On August 8, 1938, just a few weeks after the Nazi occupation of Austria, prisoners from the Dachau, concentration camp near Munich, were transferred to the Austrian town of Mauthausen, near Linz.

They were brought to the rock quarry there, known as the “Wiener Graben”, where they began to build the granite fortress-prison of the main camp, mostly with their blood, bodies, bare hands and backs. It was known as the “mother camp” for all of Austria, comprising some 49 sub-camps.

Between Aug. 8, 1938 and May 5, 1945, about 195, 000 persons, men and women, were forced into these camps.
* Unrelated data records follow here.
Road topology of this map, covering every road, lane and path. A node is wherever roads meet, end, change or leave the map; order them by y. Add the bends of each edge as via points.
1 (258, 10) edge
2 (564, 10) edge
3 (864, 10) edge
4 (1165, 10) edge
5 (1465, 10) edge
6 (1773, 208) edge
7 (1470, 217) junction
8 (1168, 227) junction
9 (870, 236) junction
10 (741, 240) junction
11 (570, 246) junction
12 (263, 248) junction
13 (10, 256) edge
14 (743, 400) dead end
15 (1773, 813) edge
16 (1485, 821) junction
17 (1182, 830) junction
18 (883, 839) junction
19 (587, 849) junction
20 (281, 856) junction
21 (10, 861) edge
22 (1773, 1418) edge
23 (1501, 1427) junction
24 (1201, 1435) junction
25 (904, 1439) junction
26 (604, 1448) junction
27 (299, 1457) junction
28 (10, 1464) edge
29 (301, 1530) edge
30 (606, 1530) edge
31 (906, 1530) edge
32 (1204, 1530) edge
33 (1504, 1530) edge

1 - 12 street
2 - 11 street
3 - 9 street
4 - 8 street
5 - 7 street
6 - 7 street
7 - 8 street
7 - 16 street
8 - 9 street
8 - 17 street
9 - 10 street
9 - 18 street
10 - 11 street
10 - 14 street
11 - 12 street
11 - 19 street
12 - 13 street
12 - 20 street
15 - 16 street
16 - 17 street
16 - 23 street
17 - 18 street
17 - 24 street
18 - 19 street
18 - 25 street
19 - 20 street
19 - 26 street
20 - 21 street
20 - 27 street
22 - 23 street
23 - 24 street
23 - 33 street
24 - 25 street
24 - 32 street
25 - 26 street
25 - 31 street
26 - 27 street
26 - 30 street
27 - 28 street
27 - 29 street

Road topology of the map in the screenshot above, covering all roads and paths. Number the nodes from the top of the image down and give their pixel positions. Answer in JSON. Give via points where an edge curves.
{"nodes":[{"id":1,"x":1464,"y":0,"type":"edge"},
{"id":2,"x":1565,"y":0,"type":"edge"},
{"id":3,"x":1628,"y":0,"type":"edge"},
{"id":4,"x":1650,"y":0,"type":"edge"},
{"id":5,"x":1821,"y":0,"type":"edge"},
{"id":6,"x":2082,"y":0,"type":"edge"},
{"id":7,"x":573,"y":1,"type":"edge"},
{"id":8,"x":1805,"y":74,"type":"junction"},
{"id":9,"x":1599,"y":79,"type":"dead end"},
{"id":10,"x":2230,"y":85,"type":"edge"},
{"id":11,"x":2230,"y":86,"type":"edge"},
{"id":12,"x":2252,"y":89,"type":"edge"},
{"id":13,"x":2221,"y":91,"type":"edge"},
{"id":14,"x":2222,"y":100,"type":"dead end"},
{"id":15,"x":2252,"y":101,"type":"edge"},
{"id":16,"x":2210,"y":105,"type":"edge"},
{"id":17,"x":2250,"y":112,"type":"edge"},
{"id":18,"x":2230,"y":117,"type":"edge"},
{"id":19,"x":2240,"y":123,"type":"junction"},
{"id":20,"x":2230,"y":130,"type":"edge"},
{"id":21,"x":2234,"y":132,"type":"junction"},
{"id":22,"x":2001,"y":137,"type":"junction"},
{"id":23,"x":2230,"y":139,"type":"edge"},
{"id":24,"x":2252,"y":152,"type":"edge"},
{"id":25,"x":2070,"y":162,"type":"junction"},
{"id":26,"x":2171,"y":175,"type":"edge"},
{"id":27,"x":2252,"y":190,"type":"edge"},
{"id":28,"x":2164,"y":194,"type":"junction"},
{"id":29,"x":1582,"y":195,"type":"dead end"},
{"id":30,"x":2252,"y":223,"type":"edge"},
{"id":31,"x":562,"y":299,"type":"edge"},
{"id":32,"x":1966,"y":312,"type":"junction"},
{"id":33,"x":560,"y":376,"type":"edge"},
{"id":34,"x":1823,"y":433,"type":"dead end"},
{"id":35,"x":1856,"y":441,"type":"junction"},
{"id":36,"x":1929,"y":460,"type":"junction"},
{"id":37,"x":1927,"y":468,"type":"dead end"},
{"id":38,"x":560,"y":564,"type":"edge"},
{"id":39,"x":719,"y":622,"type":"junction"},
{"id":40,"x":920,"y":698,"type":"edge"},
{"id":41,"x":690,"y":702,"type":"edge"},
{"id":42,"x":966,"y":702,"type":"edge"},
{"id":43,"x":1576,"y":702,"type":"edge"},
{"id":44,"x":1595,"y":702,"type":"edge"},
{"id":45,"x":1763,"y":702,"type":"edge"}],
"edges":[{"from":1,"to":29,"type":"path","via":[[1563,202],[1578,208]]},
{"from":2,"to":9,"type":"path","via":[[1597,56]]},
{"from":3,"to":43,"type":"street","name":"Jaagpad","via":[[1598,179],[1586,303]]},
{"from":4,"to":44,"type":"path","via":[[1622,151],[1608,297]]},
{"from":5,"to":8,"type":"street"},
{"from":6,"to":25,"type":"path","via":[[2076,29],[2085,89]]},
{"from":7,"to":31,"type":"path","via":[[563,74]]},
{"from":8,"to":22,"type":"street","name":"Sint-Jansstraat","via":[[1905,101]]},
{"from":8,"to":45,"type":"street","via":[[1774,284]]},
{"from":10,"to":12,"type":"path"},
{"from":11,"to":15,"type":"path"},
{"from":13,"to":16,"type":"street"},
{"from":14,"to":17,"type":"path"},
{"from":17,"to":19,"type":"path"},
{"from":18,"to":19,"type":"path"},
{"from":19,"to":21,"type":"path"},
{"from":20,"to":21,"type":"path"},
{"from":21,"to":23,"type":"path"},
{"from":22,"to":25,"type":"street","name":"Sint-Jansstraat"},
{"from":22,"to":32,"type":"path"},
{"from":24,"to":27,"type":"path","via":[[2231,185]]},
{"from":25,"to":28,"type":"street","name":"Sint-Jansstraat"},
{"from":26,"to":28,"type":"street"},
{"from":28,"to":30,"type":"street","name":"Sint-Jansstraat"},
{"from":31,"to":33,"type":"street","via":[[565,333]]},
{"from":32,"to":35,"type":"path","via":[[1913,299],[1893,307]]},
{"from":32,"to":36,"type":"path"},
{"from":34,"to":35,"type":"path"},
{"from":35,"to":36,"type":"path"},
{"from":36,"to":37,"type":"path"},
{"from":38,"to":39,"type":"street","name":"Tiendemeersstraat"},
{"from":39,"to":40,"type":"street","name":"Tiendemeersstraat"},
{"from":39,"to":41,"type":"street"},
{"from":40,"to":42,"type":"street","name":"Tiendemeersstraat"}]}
Most of the people were imprisoned under the Nazi “protective custody” laws, that is, they were consider dangerous to the Third Reich of Germany and Austria, and therefore, these two nations, now joined, had to be “protected” from these people because of their racial origin, nationality, political affiliation or religious belief.

It should be noted that Austria contributed more volunteers for the SS, per capita , than did Germany.

The Mauthausen camp was one of the most infamous in the entire Nazi alternate universe of human destruction. Many people, most of whom were innocent of any crimes, were tortured to death in its rock quarry, and in the tunnels of Mauthausen-Gusen, the most infamous of the sub-camps.

The policy of death through work was instituted by Chief of SS, Reichsfuhrer Heinrich Himmler. Prisoners were to be given only the most primitive tools, and also, whenever possible, they were to work with their bare hands.

This policy was known as “Primitivbauweise”. In Mauthausen it resulted in a harsh, stone world, deprived of any human kindness and compassion.

It is there today still… sitting on a small mountain-top in the astonishingly beautiful and bucolic Austrian countryside, maintained by the Austrian government.